--- Records to use Enclosed Below ---
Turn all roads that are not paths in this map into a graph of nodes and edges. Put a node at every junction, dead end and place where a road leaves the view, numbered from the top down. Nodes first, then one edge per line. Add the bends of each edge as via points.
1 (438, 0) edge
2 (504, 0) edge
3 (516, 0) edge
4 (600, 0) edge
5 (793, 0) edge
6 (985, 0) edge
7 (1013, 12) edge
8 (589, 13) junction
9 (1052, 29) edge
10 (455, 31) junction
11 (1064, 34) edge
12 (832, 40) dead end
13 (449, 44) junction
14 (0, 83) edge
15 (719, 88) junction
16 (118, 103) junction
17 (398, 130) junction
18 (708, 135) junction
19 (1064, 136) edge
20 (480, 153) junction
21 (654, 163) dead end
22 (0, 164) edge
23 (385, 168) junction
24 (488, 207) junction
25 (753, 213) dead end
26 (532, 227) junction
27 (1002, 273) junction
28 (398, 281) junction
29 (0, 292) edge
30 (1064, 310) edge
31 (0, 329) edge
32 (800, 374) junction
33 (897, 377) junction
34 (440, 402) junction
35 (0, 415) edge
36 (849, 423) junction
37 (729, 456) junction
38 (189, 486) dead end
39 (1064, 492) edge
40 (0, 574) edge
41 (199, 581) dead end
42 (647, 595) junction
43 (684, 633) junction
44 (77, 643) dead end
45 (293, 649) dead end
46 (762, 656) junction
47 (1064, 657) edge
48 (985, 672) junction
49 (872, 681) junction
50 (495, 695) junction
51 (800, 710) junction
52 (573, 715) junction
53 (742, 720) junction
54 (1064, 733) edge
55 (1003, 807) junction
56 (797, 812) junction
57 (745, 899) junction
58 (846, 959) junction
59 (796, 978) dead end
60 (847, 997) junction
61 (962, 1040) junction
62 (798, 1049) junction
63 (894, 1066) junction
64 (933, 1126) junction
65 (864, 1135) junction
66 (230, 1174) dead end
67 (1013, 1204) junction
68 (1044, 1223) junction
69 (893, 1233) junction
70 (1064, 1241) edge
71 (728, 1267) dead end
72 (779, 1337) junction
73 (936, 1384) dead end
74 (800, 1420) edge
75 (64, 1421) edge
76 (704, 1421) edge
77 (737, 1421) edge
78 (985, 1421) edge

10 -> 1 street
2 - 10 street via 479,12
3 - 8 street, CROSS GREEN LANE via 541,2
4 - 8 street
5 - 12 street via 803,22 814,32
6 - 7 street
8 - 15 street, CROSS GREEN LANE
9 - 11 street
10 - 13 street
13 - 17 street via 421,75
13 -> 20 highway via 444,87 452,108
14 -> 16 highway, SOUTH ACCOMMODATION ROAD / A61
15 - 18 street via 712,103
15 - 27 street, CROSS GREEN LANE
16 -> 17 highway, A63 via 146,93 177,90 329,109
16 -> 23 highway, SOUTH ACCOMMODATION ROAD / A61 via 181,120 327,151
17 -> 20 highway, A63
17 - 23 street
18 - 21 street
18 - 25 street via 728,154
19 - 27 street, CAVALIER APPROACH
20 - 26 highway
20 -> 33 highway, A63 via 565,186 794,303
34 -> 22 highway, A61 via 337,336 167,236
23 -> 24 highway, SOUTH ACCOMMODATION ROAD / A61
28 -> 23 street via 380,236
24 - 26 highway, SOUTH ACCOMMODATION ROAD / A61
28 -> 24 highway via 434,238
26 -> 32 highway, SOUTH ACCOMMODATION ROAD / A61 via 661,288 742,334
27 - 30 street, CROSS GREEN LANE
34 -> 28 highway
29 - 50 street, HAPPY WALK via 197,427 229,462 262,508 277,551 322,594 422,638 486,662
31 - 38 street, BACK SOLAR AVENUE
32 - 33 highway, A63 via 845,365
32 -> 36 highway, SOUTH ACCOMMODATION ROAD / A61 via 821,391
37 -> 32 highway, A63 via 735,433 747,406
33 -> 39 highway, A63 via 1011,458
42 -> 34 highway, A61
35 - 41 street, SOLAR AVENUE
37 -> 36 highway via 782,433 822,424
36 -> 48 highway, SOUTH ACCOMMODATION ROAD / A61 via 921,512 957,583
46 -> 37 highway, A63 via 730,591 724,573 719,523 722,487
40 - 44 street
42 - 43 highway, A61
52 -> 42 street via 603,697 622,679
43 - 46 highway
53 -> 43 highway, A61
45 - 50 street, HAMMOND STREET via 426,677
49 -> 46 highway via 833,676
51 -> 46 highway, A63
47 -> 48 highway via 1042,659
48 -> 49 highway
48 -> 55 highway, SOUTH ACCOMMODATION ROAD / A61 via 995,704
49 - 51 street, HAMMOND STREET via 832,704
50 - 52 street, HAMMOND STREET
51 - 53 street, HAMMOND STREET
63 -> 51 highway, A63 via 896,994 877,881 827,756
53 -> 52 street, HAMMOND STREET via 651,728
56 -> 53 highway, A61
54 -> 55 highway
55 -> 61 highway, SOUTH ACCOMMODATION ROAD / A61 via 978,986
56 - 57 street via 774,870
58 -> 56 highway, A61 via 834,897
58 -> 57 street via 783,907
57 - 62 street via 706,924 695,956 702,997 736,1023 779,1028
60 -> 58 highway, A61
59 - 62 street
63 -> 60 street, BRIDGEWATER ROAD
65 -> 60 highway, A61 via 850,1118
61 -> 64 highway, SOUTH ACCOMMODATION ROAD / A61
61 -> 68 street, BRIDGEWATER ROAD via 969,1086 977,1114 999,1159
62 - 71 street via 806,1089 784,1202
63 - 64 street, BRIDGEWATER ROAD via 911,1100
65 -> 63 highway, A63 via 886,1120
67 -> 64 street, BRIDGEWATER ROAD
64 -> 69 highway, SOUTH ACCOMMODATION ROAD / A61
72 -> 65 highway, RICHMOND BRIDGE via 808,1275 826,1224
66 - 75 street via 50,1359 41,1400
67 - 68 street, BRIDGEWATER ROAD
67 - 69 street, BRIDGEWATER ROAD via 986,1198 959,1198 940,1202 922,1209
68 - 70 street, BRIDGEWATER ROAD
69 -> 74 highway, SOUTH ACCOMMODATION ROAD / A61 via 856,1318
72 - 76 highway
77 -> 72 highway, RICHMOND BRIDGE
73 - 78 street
--- End of Enclosed Records to use ---
### Task to carry out
In the records above, some lines hold the word "HAMMOND"; copy each such line.

### Answer to this exercise
45 - 50 street, HAMMOND STREET via 426,677
49 - 51 street, HAMMOND STREET via 832,704
50 - 52 street, HAMMOND STREET
51 - 53 street, HAMMOND STREET
53 -> 52 street, HAMMOND STREET via 651,728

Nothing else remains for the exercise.